User homes are at labstore100[45]:/srv/tools/shared/tools/project/paws/userhomes/
The failsafe jupyterhub sqlite file is in labstore100[45]:/srv/tools/shared/tools/project/paws/db/ and needs a persistent volume created in the cluster for it.
paws-beta isn't used apparently. paws-dev appears to be historical. paws-published seems aspirational. paws-public is the homedir of the paws-public tool. This mostly holds the required yaml manifest and readme to launch paws-public. That needs to go in the GitHub repo.

paws-status seems to have been a planned app that isn't there. On the other hand paws-support actually does host something: https://tools.wmflabs.org/paws-support/ There is nothing about that which needs to move with paws from what I can tell. It's just to get a package online.

The failsafe jupyterhub sqlite file is in labstore100[45]:/srv/tools/shared/tools/project/paws/db/ and needs a persistent volume created in the cluster for it.

This doesn't seem to actually be used in the cluster. Maybe it should be!

So right now, paws/usershomes is 218G.

/srv/misc has 996G available (good), but that means it is at 80% use (not so good). Copying them over shouldn't move that needle much, but I'm now wondering if there is anything we can clean up first.

Change 605705 had a related patch set uploaded (by Bstorm; owner: Bstorm):
[operations/puppet@production] nfs monitoring: fix the broken paths for the directory size monitor

https://gerrit.wikimedia.org/r/605705

bd808 added a subscriber: bd808.Jun 16 2020, 8:34 PM

So right now, paws/usershomes is 218G.

/srv/misc has 996G available (good), but that means it is at 80% use (not so good). Copying them over shouldn't move that needle much, but I'm now wondering if there is anything we can clean up first.

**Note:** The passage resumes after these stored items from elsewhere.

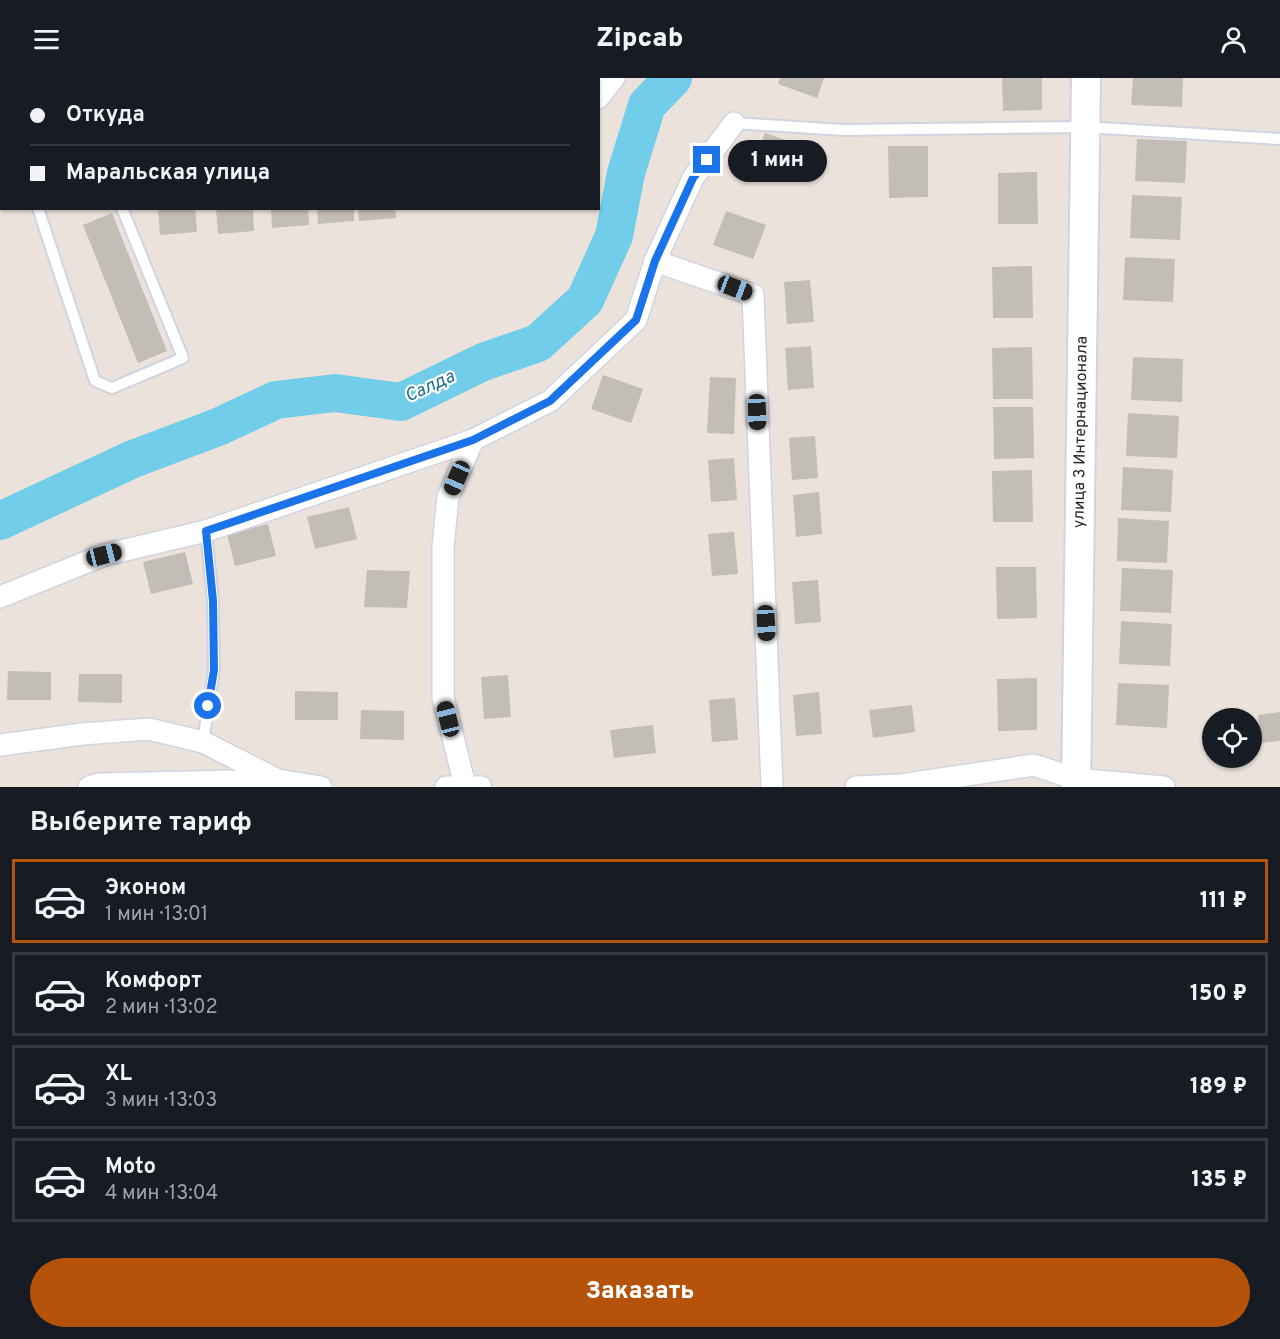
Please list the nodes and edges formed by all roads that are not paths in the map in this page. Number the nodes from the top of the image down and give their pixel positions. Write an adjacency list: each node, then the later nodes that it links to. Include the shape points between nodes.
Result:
1 (614, 78): 3 (street)
2 (1086, 78): 5 (main road, улица 3 Интернационала)
3 (600, 96)
4 (734, 123): 5 (lane, via 844,130); 9 (street, via 693,178)
5 (1085, 127): 6 (lane); 16 (main road, улица 3 Интернационала)
6 (1280, 139)
7 (39, 210): 8 (lane, via 95,381 112,387 183,358)
8 (123, 210)
9 (655, 261): 10 (street, via 636,320 550,401); 20 (street, via 753,295)
10 (473, 440): 11 (street); 19 (street, via 448,497 442,547 443,697)
11 (206, 531): 12 (street, via 104,555); 13 (lane, via 214,670)
12 (0, 597)
13 (203, 742): 14 (street, via 149,729); 15 (street)
14 (0, 745)
15 (278, 780): 17 (street); 18 (street)
16 (1076, 783): 21 (street, via 1035,765 901,785); 22 (street)
17 (89, 787)
18 (321, 787)
19 (464, 787)
20 (772, 787)
21 (856, 787)
22 (1164, 787)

Sadly I think this is the same classic problem as the Toolforge NFS share. No hard quotas and no automatic purge means that files "leak" and are never recovered. There are currently 2823 distinct user directories and within them 1.3M files with an mtime of 365 days or more. For directory size, Matias zapata seems to be the 'winner' with 58G in their home which all seems to be due to a copy of the 2020-02-20 enwiki article dump stored as both a 16G compressed file and a 42G expansion of that same file.

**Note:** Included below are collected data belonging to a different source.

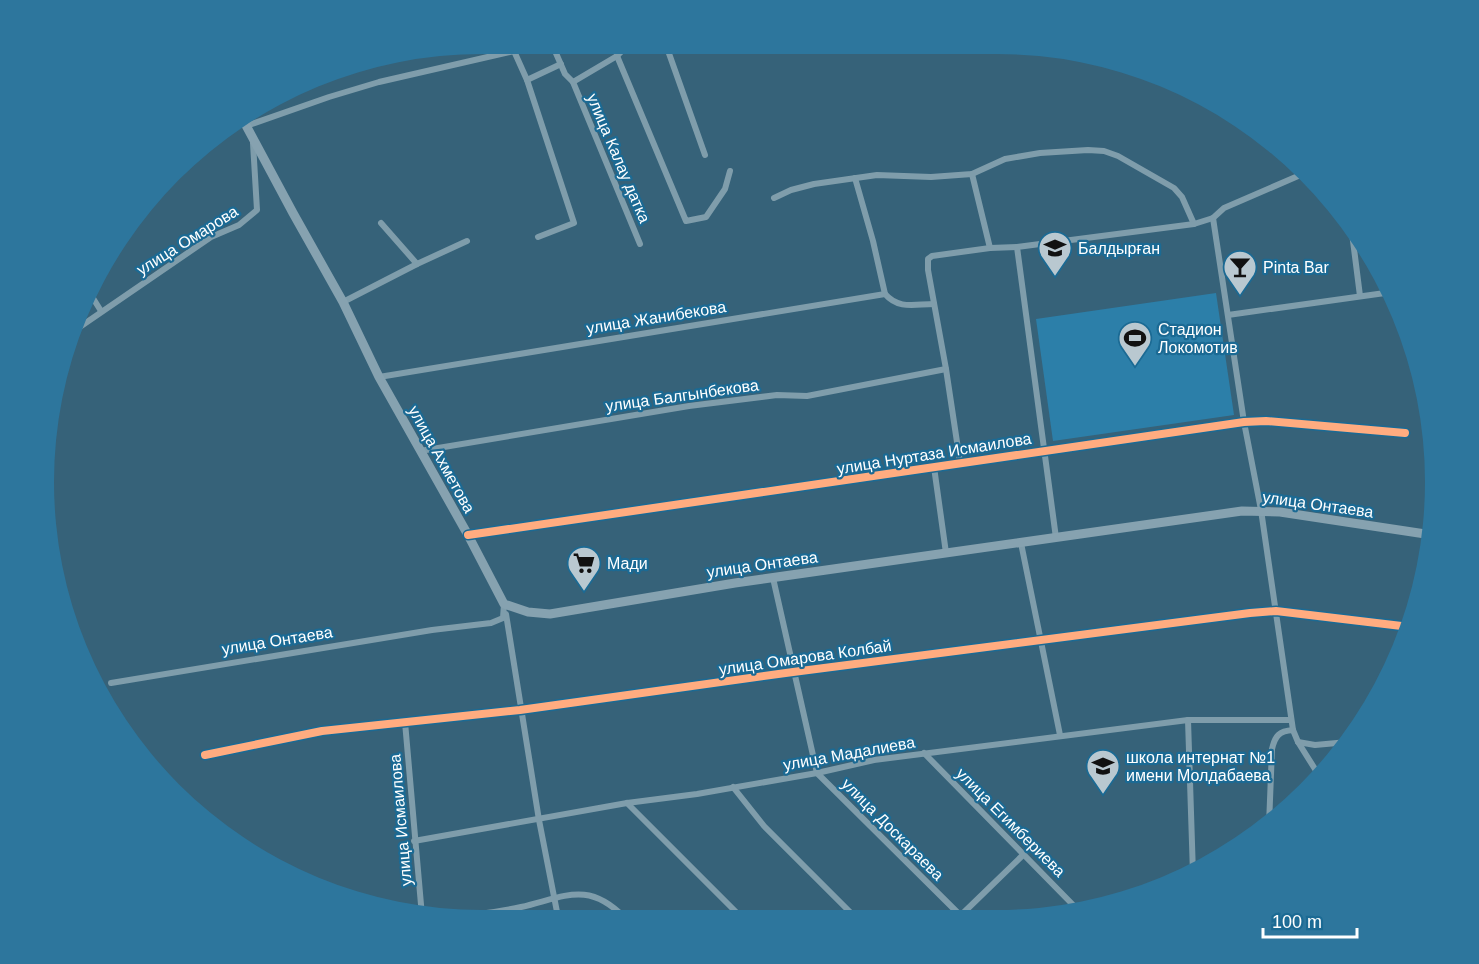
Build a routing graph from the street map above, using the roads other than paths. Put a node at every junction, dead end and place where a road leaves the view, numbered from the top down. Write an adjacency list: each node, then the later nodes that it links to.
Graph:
1 (501, 54): 9 (street)
2 (515, 54): 7 (street)
3 (556, 54): 6 (street, улица Калау датка)
4 (669, 54): 12 (street)
5 (617, 56): 8 (street, улица Калау датка); 13 (street)
6 (561, 64): 7 (street); 8 (street, улица Калау датка)
7 (527, 80): 21 (street)
8 (573, 82): 23 (street, улица Калау датка)
9 (259, 117)
10 (246, 125): 11 (main road, улица Ахметова)
11 (253, 139): 32 (main road, улица Ахметова); 34 (street, улица Омарова)
12 (705, 155)
13 (730, 171)
14 (972, 174): 16 (street); 20 (street); 26 (street)
15 (1297, 176): 18 (street)
16 (855, 178): 17 (street); 29 (street)
17 (774, 198)
18 (1213, 218): 20 (street); 35 (street)
19 (381, 223): 27 (street)
20 (1194, 224): 25 (street)
21 (538, 237)
22 (467, 242): 27 (street)
23 (640, 244)
24 (1354, 245): 30 (street)
25 (1017, 247): 26 (street); 41 (street)
26 (990, 248): 33 (street)
27 (417, 264): 32 (street)
28 (1381, 293): 30 (street)
29 (885, 294): 33 (street); 38 (street, улица Жанибекова)
30 (1360, 296): 35 (street)
31 (95, 301): 34 (street)
32 (343, 302): 38 (main road, улица Ахметова)
33 (934, 304): 37 (street)
34 (101, 311): 36 (street, улица Омарова)
35 (1228, 315): 39 (street)
36 (85, 323)
37 (946, 369): 42 (street, улица Балгынбекова); 43 (street)
38 (379, 377): 42 (main road, улица Ахметова)
39 (1244, 422): 40 (street, улица Нуртаза Исмаилова); 41 (street, улица Нуртаза Исмаилова); 45 (street)
40 (1405, 433)
41 (1044, 450): 43 (street, улица Нуртаза Исмаилова); 48 (street)
42 (420, 451): 47 (main road, улица Ахметова)
43 (960, 462): 44 (street, улица Нуртаза Исмаилова)
44 (934, 467): 47 (street, улица Нуртаза Исмаилова); 50 (street)
45 (1261, 510): 46 (main road, улица Онтаева); 48 (main road, улица Онтаева); 53 (street)
46 (1421, 533)
47 (468, 534): 52 (main road, улица Ахметова)
48 (1056, 538): 49 (main road, улица Онтаева)
49 (1021, 543): 50 (main road, улица Онтаева); 55 (street)
50 (946, 553): 51 (main road, улица Онтаева)
51 (773, 578): 52 (main road, улица Онтаева); 56 (street)
52 (504, 604): 57 (street, улица Онтаева); 58 (street, улица Ахметова)
53 (1276, 611): 54 (street, улица Омарова Колбай); 55 (street, улица Омарова Колбай); 60 (street)
54 (1400, 626)
55 (1040, 641): 56 (street, улица Омарова Колбай); 63 (street)
56 (793, 672): 58 (street, улица Омарова Колбай); 69 (street)
57 (111, 683)
58 (520, 710): 61 (street, улица Омарова Колбай); 73 (street, улица Ахметова)
59 (1188, 720): 60 (street, улица Мадалиева); 63 (street, улица Мадалиева); 76 (street)
60 (1291, 720): 62 (street)
61 (405, 722): 67 (street, улица Омарова Колбай); 74 (street, улица Исмаилова)
62 (1293, 730): 64 (street); 72 (street)
63 (1060, 735): 66 (street, улица Мадалиева)
64 (1298, 742): 65 (street); 68 (street)
65 (1337, 743)
66 (924, 753): 69 (street, улица Мадалиева); 75 (street, улица Егимбериева)
67 (205, 755)
68 (1315, 769)
69 (817, 772): 70 (street, улица Мадалиева); 85 (street, улица Доскараева)
70 (733, 787): 71 (street, улица Мадалиева); 84 (street)
71 (627, 803): 73 (street, улица Мадалиева); 83 (street)
72 (1270, 812)
73 (539, 820): 74 (street, улица Мадалиева); 77 (street, улица Ахметова)
74 (414, 841): 79 (street, улица Исмаилова)
75 (1024, 854): 78 (street, улица Егимбериева); 86 (street)
76 (1193, 863)
77 (554, 898): 80 (street); 81 (street, улица Ахметова); 82 (street)
78 (1071, 903)
79 (421, 905)
80 (506, 910)
81 (557, 910)
82 (618, 910)
83 (734, 910)
84 (848, 910)
85 (953, 910)
86 (969, 910)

Change 605705 merged by Bstorm:
[operations/puppet@production] nfs monitoring: fix the broken paths for the directory size monitor

https://gerrit.wikimedia.org/r/605705

After fixing and running the prometheus monitor, the top projects are:
node_directory_size_bytes{directory="/srv/misc/shared/video/project"name="misc_project"} 5671084032
node_directory_size_bytes{directory="/srv/misc/shared/deployment-prep/project"name="misc_project"} 6316769280
node_directory_size_bytes{directory="/srv/misc/shared/editor-engagement/project"name="misc_project"} 7366733824
node_directory_size_bytes{directory="/srv/misc/shared/wikidata-query/project"name="misc_project"} 7635476480
node_directory_size_bytes{directory="/srv/misc/shared/wikidata-dev/project"name="misc_project"} 11617595392
node_directory_size_bytes{directory="/srv/misc/shared/testlabs/project"name="misc_project"} 13154086912
node_directory_size_bytes{directory="/srv/misc/shared/huggle/project"name="misc_project"} 28119285760
node_directory_size_bytes{directory="/srv/misc/shared/analytics/project"name="misc_project"} 45218971648
node_directory_size_bytes{directory="/srv/misc/shared/math/project"name="misc_project"} 80661999616
node_directory_size_bytes{directory="/srv/misc/shared/bots/project"name="misc_project"} 180541407232
node_directory_size_bytes{directory="/srv/misc/shared/quarry/project"name="misc_project"} 231540453376
node_directory_size_bytes{directory="/srv/misc/shared/wikidumpparse/project"name="misc_project"} 254470127616
node_directory_size_bytes{directory="/srv/misc/shared/dumps/project"name="misc_project"} 2561104519168

dumps project has 2.4 TB
That is wildly more than any other project on misc. I seem to recall that project has some kind of cached files or something that need regular cleanup.

Mentioned in SAL (#wikimedia-cloud) [2020-06-24T21:45:23Z] <bstorm> doing an initial rsync of the paws userhomes to the new project T160113

Bstorm closed this task as Resolved.Aug 7 2020, 6:23 PM

Final rsync is done and the old cluster is shut down.